*Task item*: Reproduce the entries that follow exactly. No picture should appear in the result.

*Task data*:
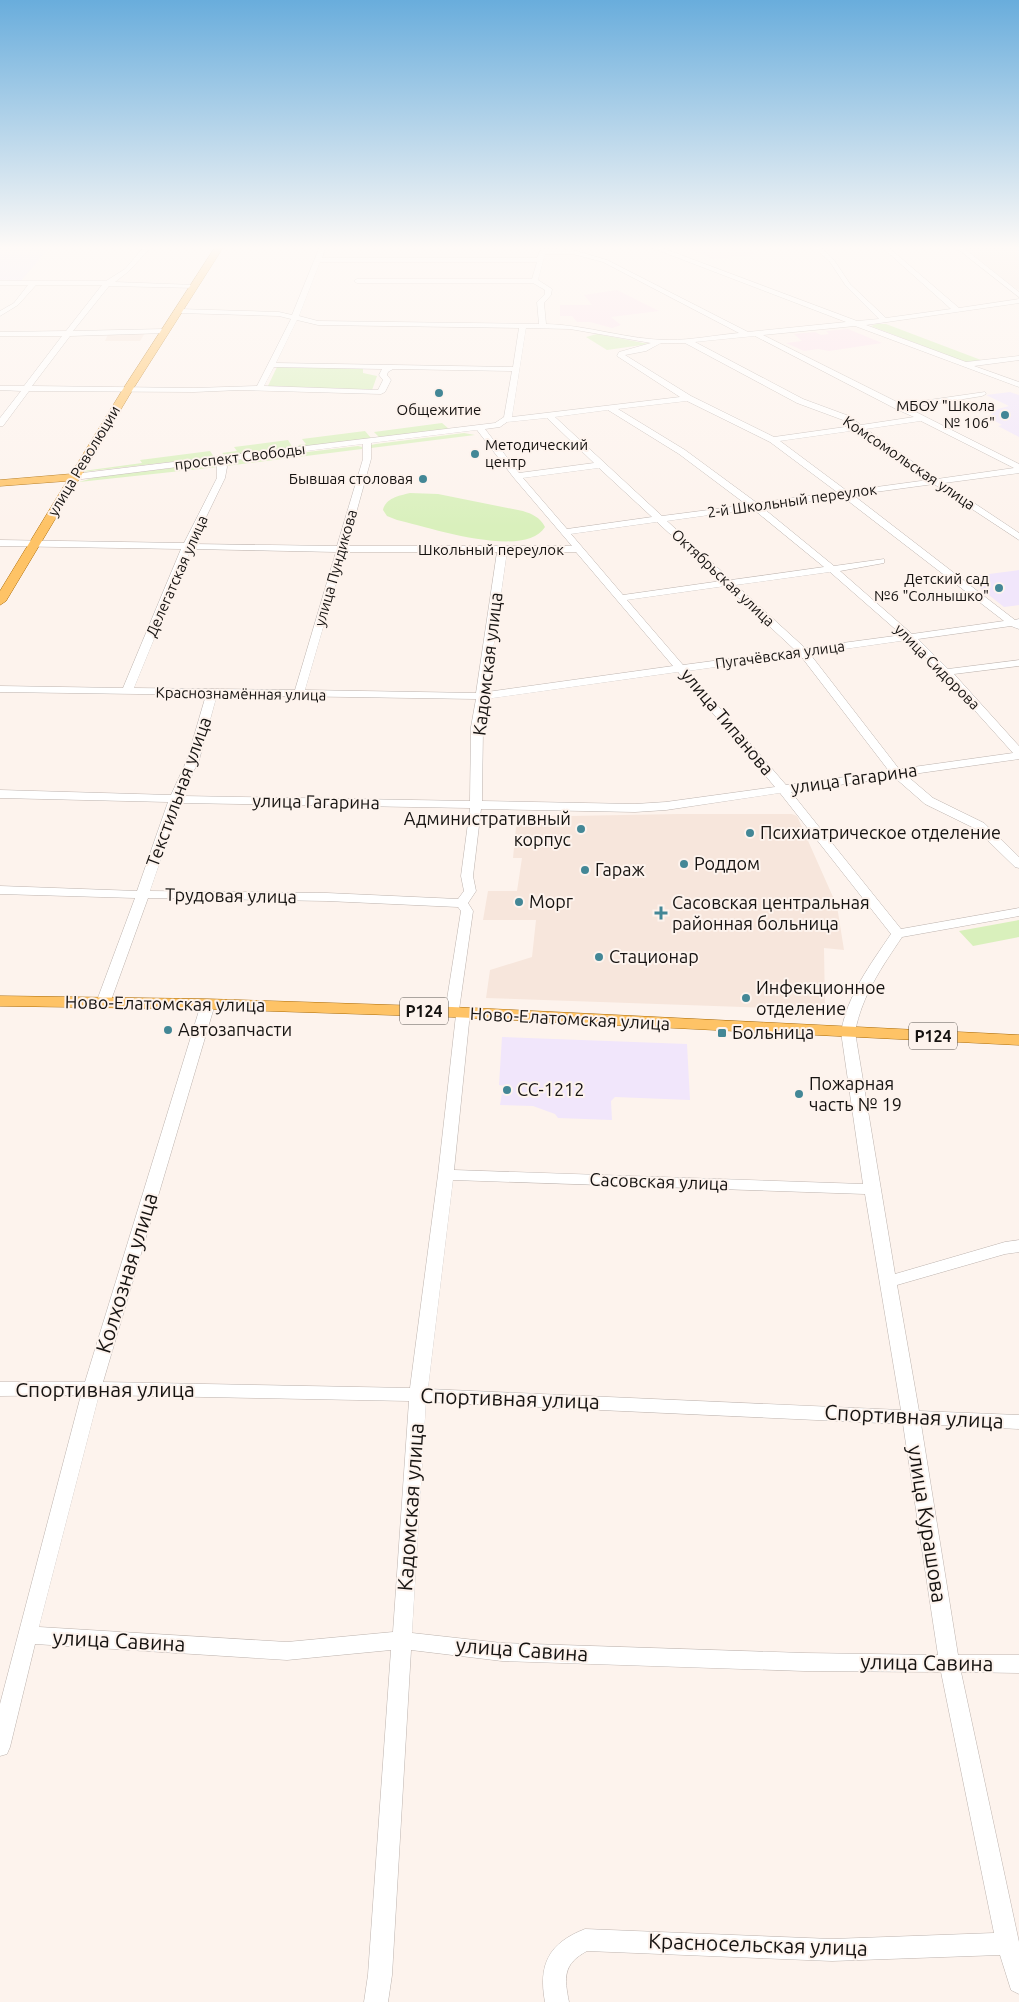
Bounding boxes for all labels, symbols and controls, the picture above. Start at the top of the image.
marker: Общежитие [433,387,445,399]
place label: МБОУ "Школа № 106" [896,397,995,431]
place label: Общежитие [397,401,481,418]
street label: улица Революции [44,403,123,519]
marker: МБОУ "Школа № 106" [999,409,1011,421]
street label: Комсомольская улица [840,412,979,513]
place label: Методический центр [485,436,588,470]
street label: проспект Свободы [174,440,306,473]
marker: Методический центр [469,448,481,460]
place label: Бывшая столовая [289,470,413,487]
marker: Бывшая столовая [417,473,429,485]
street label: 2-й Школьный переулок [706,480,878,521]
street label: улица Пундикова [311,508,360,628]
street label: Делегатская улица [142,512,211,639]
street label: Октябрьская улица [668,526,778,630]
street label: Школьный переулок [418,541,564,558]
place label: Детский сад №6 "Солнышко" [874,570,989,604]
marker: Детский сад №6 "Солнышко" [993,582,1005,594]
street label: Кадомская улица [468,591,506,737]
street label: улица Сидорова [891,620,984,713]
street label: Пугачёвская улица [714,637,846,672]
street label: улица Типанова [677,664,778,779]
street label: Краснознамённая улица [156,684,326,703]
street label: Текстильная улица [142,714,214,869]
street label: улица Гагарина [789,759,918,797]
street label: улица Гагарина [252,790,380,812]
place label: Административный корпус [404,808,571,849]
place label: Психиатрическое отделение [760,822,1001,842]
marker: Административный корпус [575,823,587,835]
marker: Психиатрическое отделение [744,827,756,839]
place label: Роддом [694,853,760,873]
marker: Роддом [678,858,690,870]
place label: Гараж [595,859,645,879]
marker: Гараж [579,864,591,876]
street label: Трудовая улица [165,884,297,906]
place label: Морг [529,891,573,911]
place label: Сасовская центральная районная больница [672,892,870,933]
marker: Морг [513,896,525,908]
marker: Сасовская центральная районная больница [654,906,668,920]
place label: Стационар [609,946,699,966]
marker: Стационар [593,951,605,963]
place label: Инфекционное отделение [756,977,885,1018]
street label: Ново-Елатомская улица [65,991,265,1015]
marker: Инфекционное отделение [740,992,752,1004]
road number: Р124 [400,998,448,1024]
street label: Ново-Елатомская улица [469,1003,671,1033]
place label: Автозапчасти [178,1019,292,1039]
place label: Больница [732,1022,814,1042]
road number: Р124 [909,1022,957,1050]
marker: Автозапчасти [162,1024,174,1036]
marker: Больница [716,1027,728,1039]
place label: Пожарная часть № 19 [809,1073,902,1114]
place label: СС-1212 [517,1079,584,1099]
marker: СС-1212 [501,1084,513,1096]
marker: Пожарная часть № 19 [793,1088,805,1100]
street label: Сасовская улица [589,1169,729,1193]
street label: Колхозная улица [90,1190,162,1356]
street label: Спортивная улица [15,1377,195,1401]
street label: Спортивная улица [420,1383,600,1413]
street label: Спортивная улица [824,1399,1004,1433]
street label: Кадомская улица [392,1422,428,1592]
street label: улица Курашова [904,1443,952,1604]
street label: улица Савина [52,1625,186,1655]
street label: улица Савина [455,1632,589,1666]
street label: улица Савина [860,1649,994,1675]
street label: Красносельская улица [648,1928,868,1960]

*Output for this exercise*:
Bounding boxes for all labels, symbols and controls, the picture above. Start at the top of the image.
marker: Общежитие [433,387,445,399]
place label: МБОУ "Школа № 106" [896,397,995,431]
place label: Общежитие [397,401,481,418]
street label: улица Революции [44,403,123,519]
marker: МБОУ "Школа № 106" [999,409,1011,421]
street label: Комсомольская улица [840,412,979,513]
place label: Методический центр [485,436,588,470]
street label: проспект Свободы [174,440,306,473]
marker: Методический центр [469,448,481,460]
place label: Бывшая столовая [289,470,413,487]
marker: Бывшая столовая [417,473,429,485]
street label: 2-й Школьный переулок [706,480,878,521]
street label: улица Пундикова [311,508,360,628]
street label: Делегатская улица [142,512,211,639]
street label: Октябрьская улица [668,526,778,630]
street label: Школьный переулок [418,541,564,558]
place label: Детский сад №6 "Солнышко" [874,570,989,604]
marker: Детский сад №6 "Солнышко" [993,582,1005,594]
street label: Кадомская улица [468,591,506,737]
street label: улица Сидорова [891,620,984,713]
street label: Пугачёвская улица [714,637,846,672]
street label: улица Типанова [677,664,778,779]
street label: Краснознамённая улица [156,684,326,703]
street label: Текстильная улица [142,714,214,869]
street label: улица Гагарина [789,759,918,797]
street label: улица Гагарина [252,790,380,812]
place label: Административный корпус [404,808,571,849]
place label: Психиатрическое отделение [760,822,1001,842]
marker: Административный корпус [575,823,587,835]
marker: Психиатрическое отделение [744,827,756,839]
place label: Роддом [694,853,760,873]
marker: Роддом [678,858,690,870]
place label: Гараж [595,859,645,879]
marker: Гараж [579,864,591,876]
street label: Трудовая улица [165,884,297,906]
place label: Морг [529,891,573,911]
place label: Сасовская центральная районная больница [672,892,870,933]
marker: Морг [513,896,525,908]
marker: Сасовская центральная районная больница [654,906,668,920]
place label: Стационар [609,946,699,966]
marker: Стационар [593,951,605,963]
place label: Инфекционное отделение [756,977,885,1018]
street label: Ново-Елатомская улица [65,991,265,1015]
marker: Инфекционное отделение [740,992,752,1004]
road number: Р124 [400,998,448,1024]
street label: Ново-Елатомская улица [469,1003,671,1033]
place label: Автозапчасти [178,1019,292,1039]
place label: Больница [732,1022,814,1042]
road number: Р124 [909,1022,957,1050]
marker: Автозапчасти [162,1024,174,1036]
marker: Больница [716,1027,728,1039]
place label: Пожарная часть № 19 [809,1073,902,1114]
place label: СС-1212 [517,1079,584,1099]
marker: СС-1212 [501,1084,513,1096]
marker: Пожарная часть № 19 [793,1088,805,1100]
street label: Сасовская улица [589,1169,729,1193]
street label: Колхозная улица [90,1190,162,1356]
street label: Спортивная улица [15,1377,195,1401]
street label: Спортивная улица [420,1383,600,1413]
street label: Спортивная улица [824,1399,1004,1433]
street label: Кадомская улица [392,1422,428,1592]
street label: улица Курашова [904,1443,952,1604]
street label: улица Савина [52,1625,186,1655]
street label: улица Савина [455,1632,589,1666]
street label: улица Савина [860,1649,994,1675]
street label: Красносельская улица [648,1928,868,1960]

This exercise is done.